__Assignment__. In the data below, how many lines contain the string "UPEMBA"? Give only the figure.

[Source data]

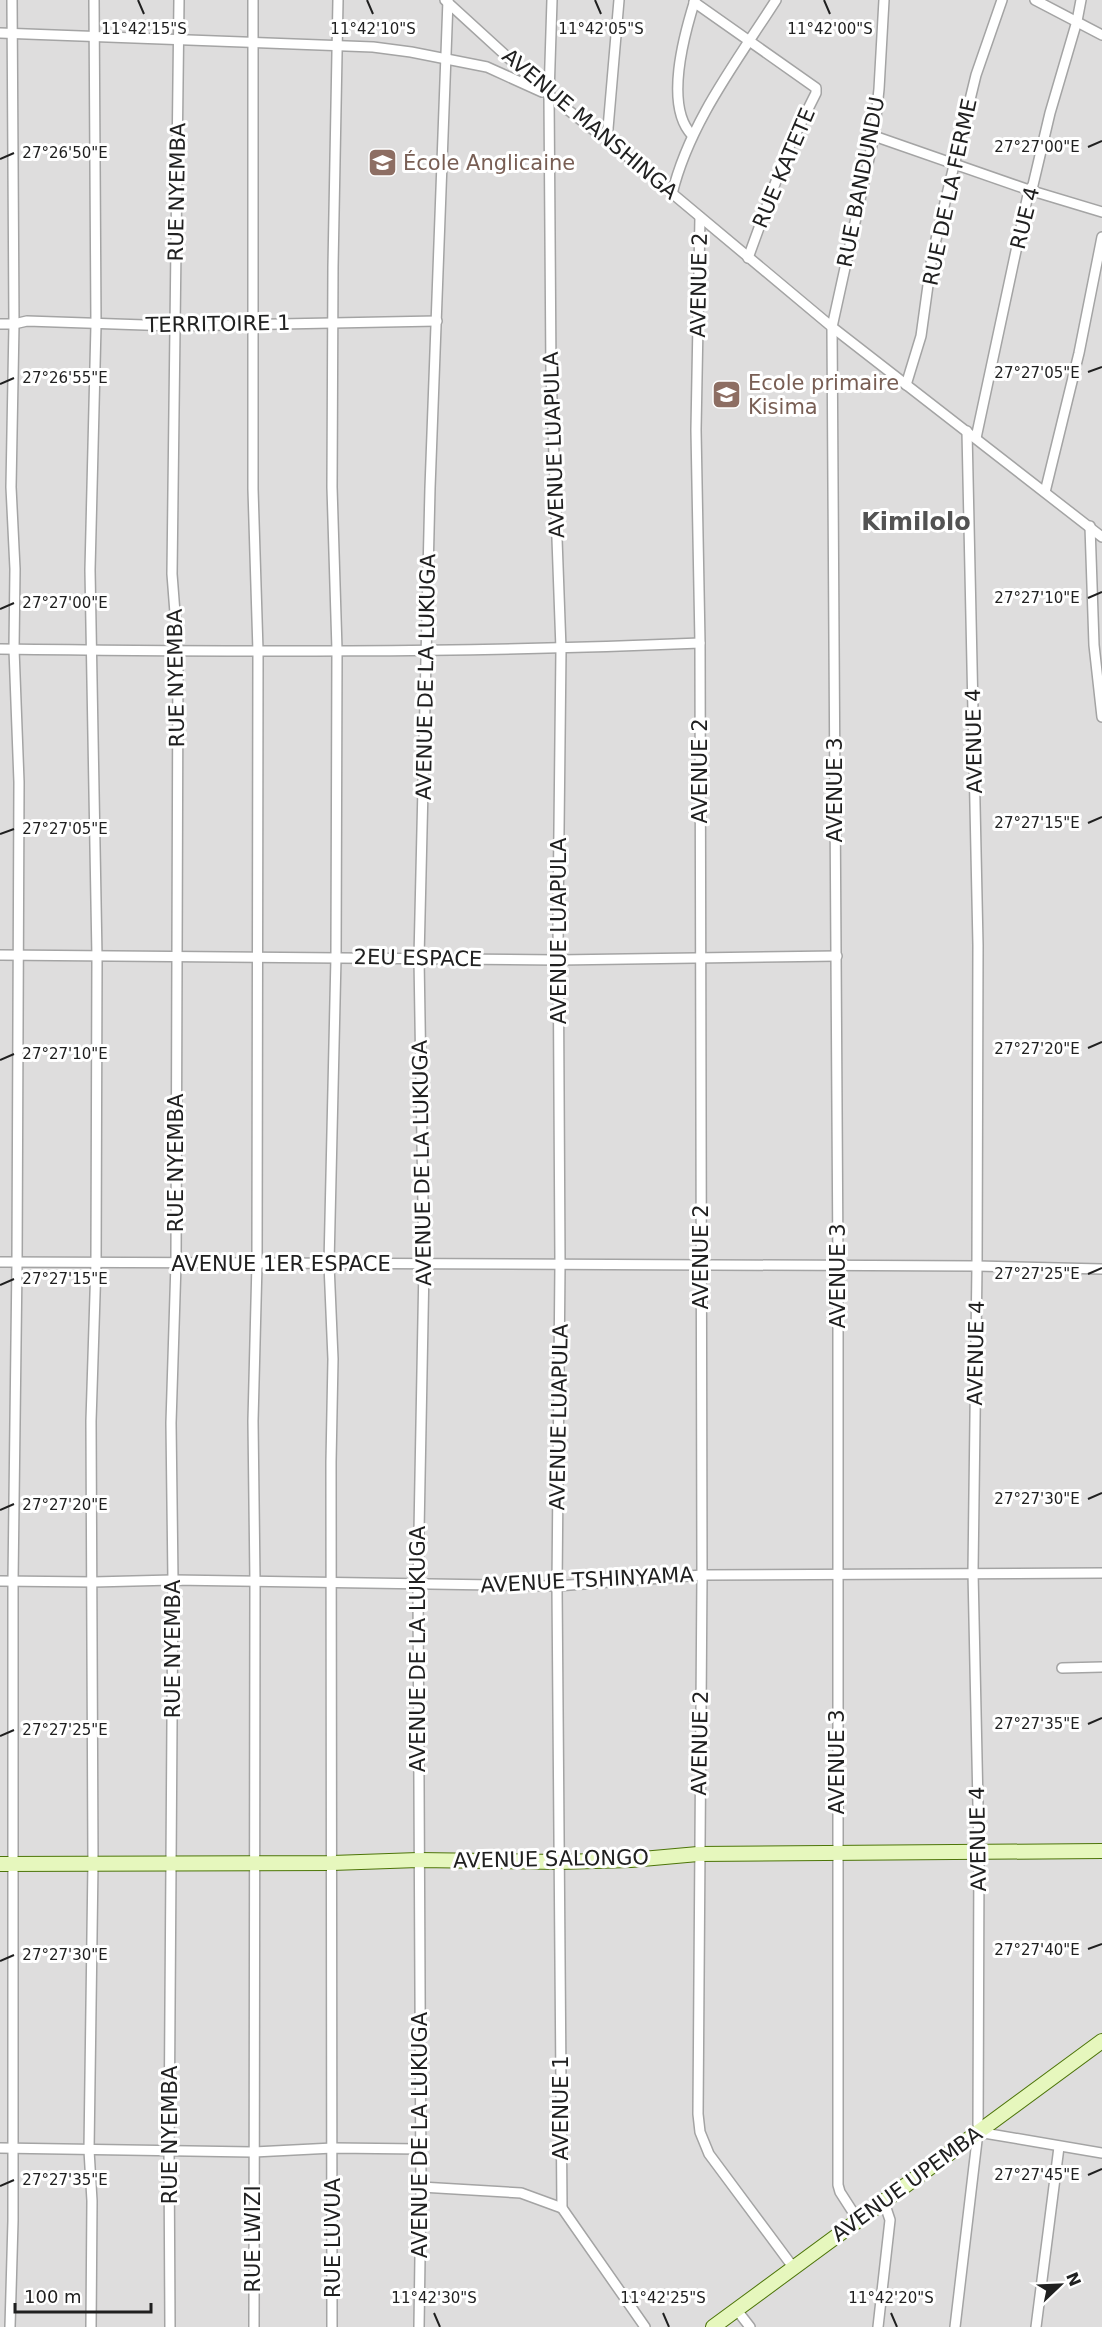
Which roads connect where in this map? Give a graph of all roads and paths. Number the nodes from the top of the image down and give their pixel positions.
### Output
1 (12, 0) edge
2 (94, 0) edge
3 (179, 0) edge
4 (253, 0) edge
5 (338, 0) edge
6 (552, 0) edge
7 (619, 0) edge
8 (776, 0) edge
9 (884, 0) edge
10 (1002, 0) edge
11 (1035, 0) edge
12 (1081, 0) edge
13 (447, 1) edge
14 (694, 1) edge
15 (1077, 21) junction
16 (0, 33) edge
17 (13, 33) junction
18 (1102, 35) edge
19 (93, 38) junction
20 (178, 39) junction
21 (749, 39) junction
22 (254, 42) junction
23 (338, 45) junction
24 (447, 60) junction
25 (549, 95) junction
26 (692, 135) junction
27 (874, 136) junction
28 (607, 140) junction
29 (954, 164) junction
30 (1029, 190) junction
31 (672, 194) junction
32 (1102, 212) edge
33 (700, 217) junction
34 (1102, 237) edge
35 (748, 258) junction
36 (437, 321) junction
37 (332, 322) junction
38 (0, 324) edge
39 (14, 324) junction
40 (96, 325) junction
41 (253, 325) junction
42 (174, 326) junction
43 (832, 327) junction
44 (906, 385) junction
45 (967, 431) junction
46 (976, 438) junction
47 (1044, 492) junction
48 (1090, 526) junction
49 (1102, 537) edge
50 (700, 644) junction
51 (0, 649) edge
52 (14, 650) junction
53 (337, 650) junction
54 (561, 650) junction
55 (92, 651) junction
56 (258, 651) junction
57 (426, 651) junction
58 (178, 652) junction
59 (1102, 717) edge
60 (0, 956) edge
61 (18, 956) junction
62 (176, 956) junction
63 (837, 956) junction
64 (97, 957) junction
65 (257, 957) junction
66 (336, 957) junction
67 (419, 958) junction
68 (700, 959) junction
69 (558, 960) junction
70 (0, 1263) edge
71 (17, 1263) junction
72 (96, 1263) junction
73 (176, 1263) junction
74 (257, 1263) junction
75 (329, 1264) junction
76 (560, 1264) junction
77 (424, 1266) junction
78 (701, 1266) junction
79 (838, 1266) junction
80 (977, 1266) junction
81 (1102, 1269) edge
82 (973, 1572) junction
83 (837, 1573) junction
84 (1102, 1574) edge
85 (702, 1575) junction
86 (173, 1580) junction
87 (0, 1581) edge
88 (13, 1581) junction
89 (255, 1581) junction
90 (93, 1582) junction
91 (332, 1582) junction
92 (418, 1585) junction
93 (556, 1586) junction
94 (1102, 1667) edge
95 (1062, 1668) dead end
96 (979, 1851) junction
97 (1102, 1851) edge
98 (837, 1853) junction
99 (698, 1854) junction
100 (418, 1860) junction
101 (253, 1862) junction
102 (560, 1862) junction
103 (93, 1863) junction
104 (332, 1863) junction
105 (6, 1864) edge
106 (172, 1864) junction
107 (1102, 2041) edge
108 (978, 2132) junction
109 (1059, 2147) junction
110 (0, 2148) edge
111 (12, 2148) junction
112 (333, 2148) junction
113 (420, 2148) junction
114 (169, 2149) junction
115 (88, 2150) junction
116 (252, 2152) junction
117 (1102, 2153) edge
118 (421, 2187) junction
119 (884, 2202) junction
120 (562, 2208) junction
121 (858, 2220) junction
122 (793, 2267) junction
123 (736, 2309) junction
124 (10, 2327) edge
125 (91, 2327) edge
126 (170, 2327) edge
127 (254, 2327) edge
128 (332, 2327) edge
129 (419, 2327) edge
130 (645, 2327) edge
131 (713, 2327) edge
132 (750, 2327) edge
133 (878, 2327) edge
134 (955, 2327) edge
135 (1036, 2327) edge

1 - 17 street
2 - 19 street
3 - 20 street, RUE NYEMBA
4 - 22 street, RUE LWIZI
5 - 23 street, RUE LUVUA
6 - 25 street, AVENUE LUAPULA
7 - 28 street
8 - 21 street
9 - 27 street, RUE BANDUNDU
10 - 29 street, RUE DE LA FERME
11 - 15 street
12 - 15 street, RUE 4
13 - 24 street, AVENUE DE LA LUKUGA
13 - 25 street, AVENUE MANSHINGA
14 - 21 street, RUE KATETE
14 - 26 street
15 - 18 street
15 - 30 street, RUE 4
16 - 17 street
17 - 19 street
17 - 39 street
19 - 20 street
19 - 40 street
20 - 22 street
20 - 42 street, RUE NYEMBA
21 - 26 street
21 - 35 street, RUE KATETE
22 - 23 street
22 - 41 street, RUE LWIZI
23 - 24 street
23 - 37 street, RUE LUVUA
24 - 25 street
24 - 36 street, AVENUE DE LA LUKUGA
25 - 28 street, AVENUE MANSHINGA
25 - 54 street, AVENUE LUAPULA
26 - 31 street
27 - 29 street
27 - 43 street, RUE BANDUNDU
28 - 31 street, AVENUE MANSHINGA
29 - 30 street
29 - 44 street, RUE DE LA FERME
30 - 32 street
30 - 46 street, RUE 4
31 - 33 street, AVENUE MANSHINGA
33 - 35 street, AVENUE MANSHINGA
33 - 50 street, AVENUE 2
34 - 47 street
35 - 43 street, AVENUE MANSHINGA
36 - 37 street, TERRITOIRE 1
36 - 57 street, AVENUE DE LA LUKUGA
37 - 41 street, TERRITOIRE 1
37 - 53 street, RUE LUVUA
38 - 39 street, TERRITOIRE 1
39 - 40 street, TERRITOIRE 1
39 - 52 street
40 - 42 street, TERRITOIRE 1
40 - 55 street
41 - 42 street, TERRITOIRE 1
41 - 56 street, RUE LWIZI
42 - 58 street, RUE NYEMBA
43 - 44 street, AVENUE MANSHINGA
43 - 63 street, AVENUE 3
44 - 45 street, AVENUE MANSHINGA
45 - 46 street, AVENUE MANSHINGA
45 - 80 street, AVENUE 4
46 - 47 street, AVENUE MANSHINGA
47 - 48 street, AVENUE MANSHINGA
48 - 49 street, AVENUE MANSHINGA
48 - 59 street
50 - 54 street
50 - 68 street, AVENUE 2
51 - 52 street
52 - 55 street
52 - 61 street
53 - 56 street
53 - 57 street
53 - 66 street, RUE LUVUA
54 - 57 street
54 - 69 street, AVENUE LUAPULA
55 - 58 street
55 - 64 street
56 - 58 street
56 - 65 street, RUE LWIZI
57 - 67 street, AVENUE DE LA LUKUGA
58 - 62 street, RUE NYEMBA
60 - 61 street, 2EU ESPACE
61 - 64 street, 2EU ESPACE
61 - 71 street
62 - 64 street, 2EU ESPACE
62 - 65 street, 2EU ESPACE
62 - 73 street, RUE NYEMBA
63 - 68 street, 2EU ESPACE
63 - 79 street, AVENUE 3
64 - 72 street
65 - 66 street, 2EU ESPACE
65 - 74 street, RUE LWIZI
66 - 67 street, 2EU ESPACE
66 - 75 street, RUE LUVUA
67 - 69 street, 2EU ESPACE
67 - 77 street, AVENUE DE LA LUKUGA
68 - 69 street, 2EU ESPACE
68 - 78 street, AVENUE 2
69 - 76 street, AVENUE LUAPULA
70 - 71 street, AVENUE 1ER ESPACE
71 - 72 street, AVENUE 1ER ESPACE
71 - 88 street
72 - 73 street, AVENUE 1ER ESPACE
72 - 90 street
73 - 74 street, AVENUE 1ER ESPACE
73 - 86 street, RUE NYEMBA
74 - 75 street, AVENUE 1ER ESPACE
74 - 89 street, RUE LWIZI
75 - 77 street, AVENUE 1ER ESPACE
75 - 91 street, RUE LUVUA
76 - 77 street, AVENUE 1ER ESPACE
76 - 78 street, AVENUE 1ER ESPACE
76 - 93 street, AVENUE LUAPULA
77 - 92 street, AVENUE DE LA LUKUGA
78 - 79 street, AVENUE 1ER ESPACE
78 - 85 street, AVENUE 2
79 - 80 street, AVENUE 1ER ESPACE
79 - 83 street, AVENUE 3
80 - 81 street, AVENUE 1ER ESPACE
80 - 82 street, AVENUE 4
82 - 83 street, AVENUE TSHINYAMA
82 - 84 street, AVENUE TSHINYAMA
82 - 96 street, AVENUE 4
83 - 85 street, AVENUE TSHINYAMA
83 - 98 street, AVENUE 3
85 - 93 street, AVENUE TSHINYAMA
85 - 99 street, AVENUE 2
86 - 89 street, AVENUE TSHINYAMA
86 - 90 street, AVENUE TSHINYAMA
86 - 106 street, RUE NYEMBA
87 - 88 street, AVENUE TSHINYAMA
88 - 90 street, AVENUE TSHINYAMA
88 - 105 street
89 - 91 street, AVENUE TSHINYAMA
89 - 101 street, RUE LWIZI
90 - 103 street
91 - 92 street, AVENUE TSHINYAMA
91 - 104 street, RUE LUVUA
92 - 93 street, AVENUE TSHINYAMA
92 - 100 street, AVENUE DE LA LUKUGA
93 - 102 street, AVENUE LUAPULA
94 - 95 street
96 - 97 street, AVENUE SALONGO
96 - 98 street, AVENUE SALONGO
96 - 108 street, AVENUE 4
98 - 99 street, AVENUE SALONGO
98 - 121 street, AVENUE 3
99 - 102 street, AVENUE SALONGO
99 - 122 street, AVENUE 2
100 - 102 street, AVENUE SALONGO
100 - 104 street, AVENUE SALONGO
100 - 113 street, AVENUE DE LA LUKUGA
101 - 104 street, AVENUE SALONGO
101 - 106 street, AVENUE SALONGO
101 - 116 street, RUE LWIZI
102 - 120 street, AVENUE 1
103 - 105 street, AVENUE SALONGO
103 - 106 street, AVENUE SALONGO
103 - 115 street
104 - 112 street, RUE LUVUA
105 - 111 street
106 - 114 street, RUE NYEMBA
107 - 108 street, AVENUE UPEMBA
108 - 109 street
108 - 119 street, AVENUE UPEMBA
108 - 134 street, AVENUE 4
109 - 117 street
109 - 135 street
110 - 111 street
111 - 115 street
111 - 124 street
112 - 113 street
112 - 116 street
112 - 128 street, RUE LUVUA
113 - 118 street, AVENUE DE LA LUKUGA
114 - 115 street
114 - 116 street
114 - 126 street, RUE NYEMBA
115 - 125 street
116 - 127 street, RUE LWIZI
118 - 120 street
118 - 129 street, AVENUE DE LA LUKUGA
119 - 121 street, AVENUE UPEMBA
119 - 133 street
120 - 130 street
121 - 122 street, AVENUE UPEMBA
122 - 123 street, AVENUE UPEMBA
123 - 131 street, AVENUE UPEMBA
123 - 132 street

__Written solution__. 6